Prince Charles is concerned about rural internet services
Rural businesses in "broadband deserts" are being denied vital internet services, Prince Charles has warned.
He said isolated towns and villages were placed at a "severe disadvantage" by being in the "internet's slow lane".
Writing in the Daily Telegraph, he said: "Too many rural households are currently unable to access the internet at satisfactory speeds."
Failing to invest in rural economies would be "vandalism on a grand scale", the Prince of Wales added.
He claimed that a lack of funding would also lead to the creation of "ghost communities".
He said: "The handicap this places on those rural businesses, schools, doctors' surgeries and local authorities, which inhabit these so-called 'broadband deserts', is immense.
"And, even more worryingly, many of those who are being left in the internet's 'slow lane' are the very same people who look after the countryside on our behalf - Britain's livestock farmers - and they are struggling as never before."
Prince Charles also warned that many traditional rural businesses, particularly livestock and dairy farming, were facing shortfalls.
He said the number of dairy farms had dropped by 50% in the past 10 years and that 14 farmers a week were leaving the trade.
The prince launched a Rural Action Programme following the foot and mouth outbreak in 2001.

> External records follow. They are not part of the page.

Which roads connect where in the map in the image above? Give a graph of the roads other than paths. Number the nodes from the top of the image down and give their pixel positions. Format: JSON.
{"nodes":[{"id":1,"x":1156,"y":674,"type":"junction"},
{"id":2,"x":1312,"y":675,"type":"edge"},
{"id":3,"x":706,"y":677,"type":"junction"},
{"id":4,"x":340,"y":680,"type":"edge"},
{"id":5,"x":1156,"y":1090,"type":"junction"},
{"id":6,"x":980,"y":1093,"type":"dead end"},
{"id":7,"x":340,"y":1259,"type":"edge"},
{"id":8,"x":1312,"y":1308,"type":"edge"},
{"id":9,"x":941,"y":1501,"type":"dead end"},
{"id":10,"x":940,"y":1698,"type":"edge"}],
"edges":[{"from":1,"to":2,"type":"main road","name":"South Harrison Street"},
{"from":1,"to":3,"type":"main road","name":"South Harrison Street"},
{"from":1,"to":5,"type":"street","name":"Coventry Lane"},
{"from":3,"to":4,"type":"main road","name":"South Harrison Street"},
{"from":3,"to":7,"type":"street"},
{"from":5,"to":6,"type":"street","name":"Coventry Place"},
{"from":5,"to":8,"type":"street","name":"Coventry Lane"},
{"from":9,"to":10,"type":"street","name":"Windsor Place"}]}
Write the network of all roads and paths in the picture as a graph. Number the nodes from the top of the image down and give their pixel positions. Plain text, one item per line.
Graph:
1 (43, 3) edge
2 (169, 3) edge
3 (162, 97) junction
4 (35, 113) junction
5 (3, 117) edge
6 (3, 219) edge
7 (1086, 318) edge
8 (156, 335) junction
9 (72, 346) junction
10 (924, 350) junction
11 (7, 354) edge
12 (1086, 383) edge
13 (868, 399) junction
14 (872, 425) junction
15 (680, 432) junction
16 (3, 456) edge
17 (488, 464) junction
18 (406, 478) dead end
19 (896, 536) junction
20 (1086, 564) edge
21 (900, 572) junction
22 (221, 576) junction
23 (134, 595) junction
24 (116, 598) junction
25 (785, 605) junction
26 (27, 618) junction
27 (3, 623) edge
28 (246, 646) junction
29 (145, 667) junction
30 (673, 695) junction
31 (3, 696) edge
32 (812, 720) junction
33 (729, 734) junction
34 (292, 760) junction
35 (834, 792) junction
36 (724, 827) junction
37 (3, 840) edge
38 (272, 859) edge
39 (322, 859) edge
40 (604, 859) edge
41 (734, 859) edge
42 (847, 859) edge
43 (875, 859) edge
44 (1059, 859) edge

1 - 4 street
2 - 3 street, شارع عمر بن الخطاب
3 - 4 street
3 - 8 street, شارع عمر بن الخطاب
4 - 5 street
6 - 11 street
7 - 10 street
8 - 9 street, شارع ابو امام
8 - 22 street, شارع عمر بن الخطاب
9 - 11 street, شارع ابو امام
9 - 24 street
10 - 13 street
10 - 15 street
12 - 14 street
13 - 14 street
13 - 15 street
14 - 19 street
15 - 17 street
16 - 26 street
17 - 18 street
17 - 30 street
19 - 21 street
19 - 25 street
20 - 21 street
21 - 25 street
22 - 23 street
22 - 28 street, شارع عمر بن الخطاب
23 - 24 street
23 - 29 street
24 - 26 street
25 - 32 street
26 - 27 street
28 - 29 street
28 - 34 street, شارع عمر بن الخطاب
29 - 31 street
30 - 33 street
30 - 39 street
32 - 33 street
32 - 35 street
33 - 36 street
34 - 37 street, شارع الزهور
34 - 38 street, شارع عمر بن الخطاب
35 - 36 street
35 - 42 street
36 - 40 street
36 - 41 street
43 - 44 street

He said the group was now considering creating a fund to support isolated communities, and that improved access to broadband would play a major part in any investment.
"The church, the village school, the shops and pubs all depend on a local economy, the backbone of which is agriculture and the family farm," he said.
"Take all this away and we are left with ghost communities, populated by little more than second-home owners. Is that the countryside we want?
"Because unless we take action, that is where I am afraid we are heading."